There is a lot of euphoria among Democrats about Stacey Abrams possibly becoming the nation’s first black female elected governor.  There is also the inescapable fact that Georgia has not elected a Democrat as governor for 16 years.

So can Georgia make history on election day and put Abrams into the Georgia governor’s mansion?  She says the answer is “yes” on both counts.

Abrams easily won the Georgia Democratic primary for governor on Tuesday, and now is saying that it is no longer correct to think of Georgia as a red state.  She is dismissing skeptics who believe that Georgia won’t elect a Democrat as governor, let alone a black woman.

“I think we are a blue state, we’re just a little confused,” Abrams told CNN Tuesday night. “We haven’t had candidates who have done the work of really lifting up the voice.”

A recent study by The Atlantic actually gives some statistical support to Abrams’ opinion.  According to this respected magazine, more and more African Americans have been moving to Georgia from the Northeast and from the Midwest, and this so-called “reverse migration” may turn Georgia into a blue state and elect Abrams as governor.

According to The Atlantic:

“Atlanta could play a big role in turning Georgia blue. It has been the epicenter of what demographers are calling the “reverse Great Migration,” a trend that is seeing black people whose great-grandparents may have moved up north for better job opportunities during the Jim Crow era, move back south. The Atlanta-Sandy Springs-Roswell metro area gained 251,000 black people between 2010 and 2016, which made it the metro area in the United States that added the most black people over that time period, according to William Frey, a demographer at the Brookings Institution. “The increasing black presence via continued in-migration will almost certainly help to make Georgia a swing state in future elections,’ Frey said.”

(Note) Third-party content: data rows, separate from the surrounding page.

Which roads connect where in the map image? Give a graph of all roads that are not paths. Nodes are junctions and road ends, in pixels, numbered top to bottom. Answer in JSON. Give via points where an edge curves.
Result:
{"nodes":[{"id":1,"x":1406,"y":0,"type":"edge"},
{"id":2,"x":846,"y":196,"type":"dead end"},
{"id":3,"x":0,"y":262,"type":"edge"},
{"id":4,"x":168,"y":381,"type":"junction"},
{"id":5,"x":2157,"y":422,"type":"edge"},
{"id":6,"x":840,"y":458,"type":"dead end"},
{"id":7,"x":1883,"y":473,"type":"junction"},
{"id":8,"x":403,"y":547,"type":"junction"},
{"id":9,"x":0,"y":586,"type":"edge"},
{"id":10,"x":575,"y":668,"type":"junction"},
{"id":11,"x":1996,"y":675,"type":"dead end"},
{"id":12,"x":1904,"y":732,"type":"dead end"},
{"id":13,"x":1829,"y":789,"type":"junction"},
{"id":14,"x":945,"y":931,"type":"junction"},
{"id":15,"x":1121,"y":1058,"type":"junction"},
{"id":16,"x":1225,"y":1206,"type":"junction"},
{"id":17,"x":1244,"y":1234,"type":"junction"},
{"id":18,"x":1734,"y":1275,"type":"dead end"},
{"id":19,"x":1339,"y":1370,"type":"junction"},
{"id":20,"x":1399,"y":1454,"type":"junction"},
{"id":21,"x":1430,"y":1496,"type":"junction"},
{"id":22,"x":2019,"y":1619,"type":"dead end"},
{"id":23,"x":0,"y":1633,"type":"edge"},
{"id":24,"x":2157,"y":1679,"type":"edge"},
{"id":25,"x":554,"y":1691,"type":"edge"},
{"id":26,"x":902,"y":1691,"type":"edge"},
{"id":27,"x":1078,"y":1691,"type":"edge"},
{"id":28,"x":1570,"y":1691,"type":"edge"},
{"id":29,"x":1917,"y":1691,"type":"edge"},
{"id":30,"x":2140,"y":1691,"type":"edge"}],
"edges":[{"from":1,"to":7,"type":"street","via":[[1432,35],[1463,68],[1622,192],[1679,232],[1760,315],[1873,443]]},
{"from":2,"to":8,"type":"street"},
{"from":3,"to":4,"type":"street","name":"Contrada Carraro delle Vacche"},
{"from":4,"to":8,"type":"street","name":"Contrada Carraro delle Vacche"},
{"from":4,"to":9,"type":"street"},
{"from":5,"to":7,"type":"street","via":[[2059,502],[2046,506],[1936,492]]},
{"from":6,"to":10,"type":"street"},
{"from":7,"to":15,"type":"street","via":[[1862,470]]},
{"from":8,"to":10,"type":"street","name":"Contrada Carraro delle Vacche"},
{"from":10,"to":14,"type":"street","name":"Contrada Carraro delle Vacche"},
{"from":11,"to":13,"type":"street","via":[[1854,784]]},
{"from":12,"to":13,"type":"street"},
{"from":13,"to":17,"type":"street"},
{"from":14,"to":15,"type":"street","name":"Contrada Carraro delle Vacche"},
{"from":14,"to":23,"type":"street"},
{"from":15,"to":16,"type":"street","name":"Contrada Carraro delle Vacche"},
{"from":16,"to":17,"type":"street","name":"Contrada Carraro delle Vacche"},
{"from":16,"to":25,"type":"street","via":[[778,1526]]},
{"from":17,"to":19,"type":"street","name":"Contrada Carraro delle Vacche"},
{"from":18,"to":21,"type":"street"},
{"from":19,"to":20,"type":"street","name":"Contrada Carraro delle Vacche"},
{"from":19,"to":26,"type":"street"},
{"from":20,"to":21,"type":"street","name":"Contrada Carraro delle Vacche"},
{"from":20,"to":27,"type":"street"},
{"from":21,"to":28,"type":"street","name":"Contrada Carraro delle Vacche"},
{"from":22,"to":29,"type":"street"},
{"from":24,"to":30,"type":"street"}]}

According to Abrams, this is a new era for Georgia politics, and this will lead to a new Democratic majority in the Deep South state. She said:

“We’re not going to win trying to put together the old guard coalition. We have a new opportunity because Georgia has changed dramatically in the last 15 years. And we know if we take advantage of that change, we can actually get to victory.”

Even though there has been a long drought for Democrats in Georgia’s statehouse, it doesn’t mean that it must continue that way.  Donald Trump won Georgia but very narrowly — he only got 51% of the vote in the state in the 2016 election.

A special election in Georgia last year saw a Republican beat Democrat Jon Ossoff, but only by a very close margin in a heavily Republican district.

Stacey Abrams won a Democratic primary running as a progressive, which has sent a message to other progressive candidates around the country that they can win elections without compromising their principles.  The only thing left is for her to show that she can win not just a primary, but also a general election in November.  If she does, she will not only be governor, she will also be making history.